» EXERCISE INPUT:
*** Block opens ***
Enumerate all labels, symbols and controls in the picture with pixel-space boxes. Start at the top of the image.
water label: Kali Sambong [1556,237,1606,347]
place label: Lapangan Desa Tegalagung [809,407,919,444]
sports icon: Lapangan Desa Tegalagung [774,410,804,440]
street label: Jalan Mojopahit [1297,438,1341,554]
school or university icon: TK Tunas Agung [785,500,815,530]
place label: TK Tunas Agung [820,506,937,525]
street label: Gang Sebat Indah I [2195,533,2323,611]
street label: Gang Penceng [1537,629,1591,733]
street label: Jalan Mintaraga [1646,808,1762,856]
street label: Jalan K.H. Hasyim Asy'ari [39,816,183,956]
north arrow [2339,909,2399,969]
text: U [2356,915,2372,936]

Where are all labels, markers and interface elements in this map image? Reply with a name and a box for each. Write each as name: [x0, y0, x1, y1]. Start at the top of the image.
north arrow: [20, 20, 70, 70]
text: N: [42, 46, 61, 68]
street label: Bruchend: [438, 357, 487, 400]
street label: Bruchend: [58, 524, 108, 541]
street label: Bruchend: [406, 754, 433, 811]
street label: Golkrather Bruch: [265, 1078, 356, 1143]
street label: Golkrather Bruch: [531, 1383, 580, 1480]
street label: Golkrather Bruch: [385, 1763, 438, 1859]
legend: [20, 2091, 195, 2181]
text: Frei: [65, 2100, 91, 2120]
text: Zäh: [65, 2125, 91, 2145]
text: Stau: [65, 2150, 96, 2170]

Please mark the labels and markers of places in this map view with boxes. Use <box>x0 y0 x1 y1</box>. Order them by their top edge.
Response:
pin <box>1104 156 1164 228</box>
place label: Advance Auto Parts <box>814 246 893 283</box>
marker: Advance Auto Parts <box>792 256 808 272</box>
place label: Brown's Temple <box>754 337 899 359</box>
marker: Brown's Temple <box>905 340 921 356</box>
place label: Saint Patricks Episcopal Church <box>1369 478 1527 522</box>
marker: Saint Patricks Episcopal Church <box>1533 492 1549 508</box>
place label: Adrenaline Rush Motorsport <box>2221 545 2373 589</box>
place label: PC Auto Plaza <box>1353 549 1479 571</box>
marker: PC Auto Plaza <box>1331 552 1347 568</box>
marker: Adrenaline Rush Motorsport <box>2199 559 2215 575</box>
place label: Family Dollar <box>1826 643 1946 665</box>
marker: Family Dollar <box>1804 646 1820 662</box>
*** Block closes ***
» TASK: Copy every line above without altering a word.

» ANSWER FOR THIS EXERCISE:
Enumerate all labels, symbols and controls in the picture with pixel-space boxes. Start at the top of the image.
water label: Kali Sambong [1556,237,1606,347]
place label: Lapangan Desa Tegalagung [809,407,919,444]
sports icon: Lapangan Desa Tegalagung [774,410,804,440]
street label: Jalan Mojopahit [1297,438,1341,554]
school or university icon: TK Tunas Agung [785,500,815,530]
place label: TK Tunas Agung [820,506,937,525]
street label: Gang Sebat Indah I [2195,533,2323,611]
street label: Gang Penceng [1537,629,1591,733]
street label: Jalan Mintaraga [1646,808,1762,856]
street label: Jalan K.H. Hasyim Asy'ari [39,816,183,956]
north arrow [2339,909,2399,969]
text: U [2356,915,2372,936]

Where are all labels, markers and interface elements in this map image? Reply with a name and a box for each. Write each as name: [x0, y0, x1, y1]. Start at the top of the image.
north arrow: [20, 20, 70, 70]
text: N: [42, 46, 61, 68]
street label: Bruchend: [438, 357, 487, 400]
street label: Bruchend: [58, 524, 108, 541]
street label: Bruchend: [406, 754, 433, 811]
street label: Golkrather Bruch: [265, 1078, 356, 1143]
street label: Golkrather Bruch: [531, 1383, 580, 1480]
street label: Golkrather Bruch: [385, 1763, 438, 1859]
legend: [20, 2091, 195, 2181]
text: Frei: [65, 2100, 91, 2120]
text: Zäh: [65, 2125, 91, 2145]
text: Stau: [65, 2150, 96, 2170]

Please mark the labels and markers of places in this map view with boxes. Use <box>x0 y0 x1 y1</box>. Order them by their top edge.
Response:
pin <box>1104 156 1164 228</box>
place label: Advance Auto Parts <box>814 246 893 283</box>
marker: Advance Auto Parts <box>792 256 808 272</box>
place label: Brown's Temple <box>754 337 899 359</box>
marker: Brown's Temple <box>905 340 921 356</box>
place label: Saint Patricks Episcopal Church <box>1369 478 1527 522</box>
marker: Saint Patricks Episcopal Church <box>1533 492 1549 508</box>
place label: Adrenaline Rush Motorsport <box>2221 545 2373 589</box>
place label: PC Auto Plaza <box>1353 549 1479 571</box>
marker: PC Auto Plaza <box>1331 552 1347 568</box>
marker: Adrenaline Rush Motorsport <box>2199 559 2215 575</box>
place label: Family Dollar <box>1826 643 1946 665</box>
marker: Family Dollar <box>1804 646 1820 662</box>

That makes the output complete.